Renewables make up 7% of the big four's $385b sustainable finance target
The news: Australia's big four banks have allotted a minor share of their collective 2030 sustainable finance target (SFT) to financing renewable energy and hard to abate industries, according to new analysis by Climate Energy Finance (CEF).
The numbers: The independent think tank's report revealed that 7% of the big four banks' collective $385 billion sustainable finance target was directed to financing renewable energy and hard to abate industries.
However, between 44% and 72% of the climate-related capital allocations were committed to business-as-usual "green buildings" that met minimum energy efficiency regulations.
According to the report, CBA's current allocation under its $70 billion SFT by 2030 has the lowest renewable energy to green building financing ratio, investing nearly $8 into minimum regulatory-grade buildings for every dollar it invests in renewables.
CEF said that NAB’s major focus seemed to be a green property play comprising almost 50% of its $70 billion SFT allocation to FY22 with "little transparency in other decarbonisation sectors".

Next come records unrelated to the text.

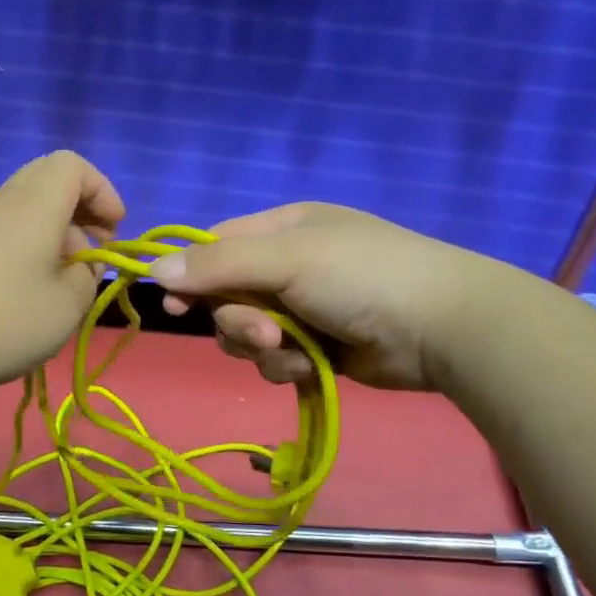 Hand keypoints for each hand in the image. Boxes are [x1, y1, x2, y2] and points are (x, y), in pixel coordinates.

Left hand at [0, 152, 124, 394]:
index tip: (113, 230)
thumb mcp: (67, 305)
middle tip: (93, 249)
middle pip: (48, 180)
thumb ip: (87, 277)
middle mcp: (3, 204)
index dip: (102, 190)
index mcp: (35, 205)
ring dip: (55, 233)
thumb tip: (82, 264)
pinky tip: (28, 292)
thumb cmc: (4, 320)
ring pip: (26, 208)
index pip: (72, 165)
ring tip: (63, 280)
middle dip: (81, 208)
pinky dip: (28, 247)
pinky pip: (5, 231)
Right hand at [148, 203, 487, 390]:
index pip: (217, 246)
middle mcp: (289, 267)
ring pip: (248, 335)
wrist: (442, 328)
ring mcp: (304, 309)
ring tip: (294, 348)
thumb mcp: (287, 258)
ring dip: (263, 347)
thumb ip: (218, 265)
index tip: (175, 304)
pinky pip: (276, 360)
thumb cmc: (362, 276)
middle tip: (264, 331)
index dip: (192, 275)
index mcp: (283, 230)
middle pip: (227, 297)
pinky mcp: (318, 348)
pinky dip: (289, 365)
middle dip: (238, 320)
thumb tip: (153, 270)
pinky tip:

Westpac’s $15 billion total committed exposure (TCE) target had the highest proportion of financing going towards renewable energy and low carbon transport compared to the other banks. From this year, its increased $55 billion TCE target by 2030 would be underpinned by its new sustainable finance framework that sets a higher than regulatory grade benchmark for green residential building criteria.
ANZ has committed the largest sum overall, a cumulative $150 billion to sustainable finance this decade, but CEF noted that the bank's contribution to real world outcomes is "largely opaque" with a combined 64% allocation towards instruments such as sustainability-linked and facilitative finance.

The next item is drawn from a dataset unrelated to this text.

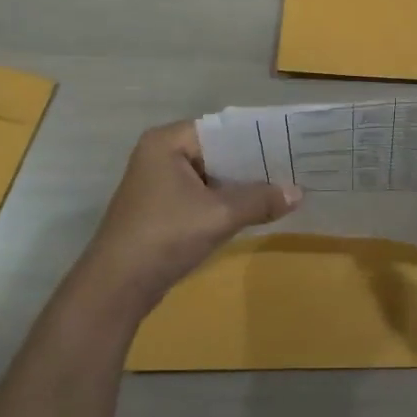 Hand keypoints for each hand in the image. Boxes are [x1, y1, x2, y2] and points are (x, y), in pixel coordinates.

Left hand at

The context: CEF said the latest findings revealed a gap in banks' financing of emissions reduction in key sectors, including energy, transport and hard to abate industries.
What they said: CEF director Tim Buckley said: “Australia’s ability to achieve its national renewables and emissions reduction targets and secure its position in the rapidly emerging net zero world economy depends on its ability to mobilise capital at speed and scale towards the sectors that shift the dial the most".
“The big banks must expand their commitment to and capabilities in executing long duration clean energy infrastructure deals, and rapidly increase their share of financing in future-facing sectors, such as value-added critical minerals key to global energy transition," he said.
"This goes hand in hand with the imperative to commit to enabling a science aligned progressive fossil fuel phase-out across their financed emissions exposures.”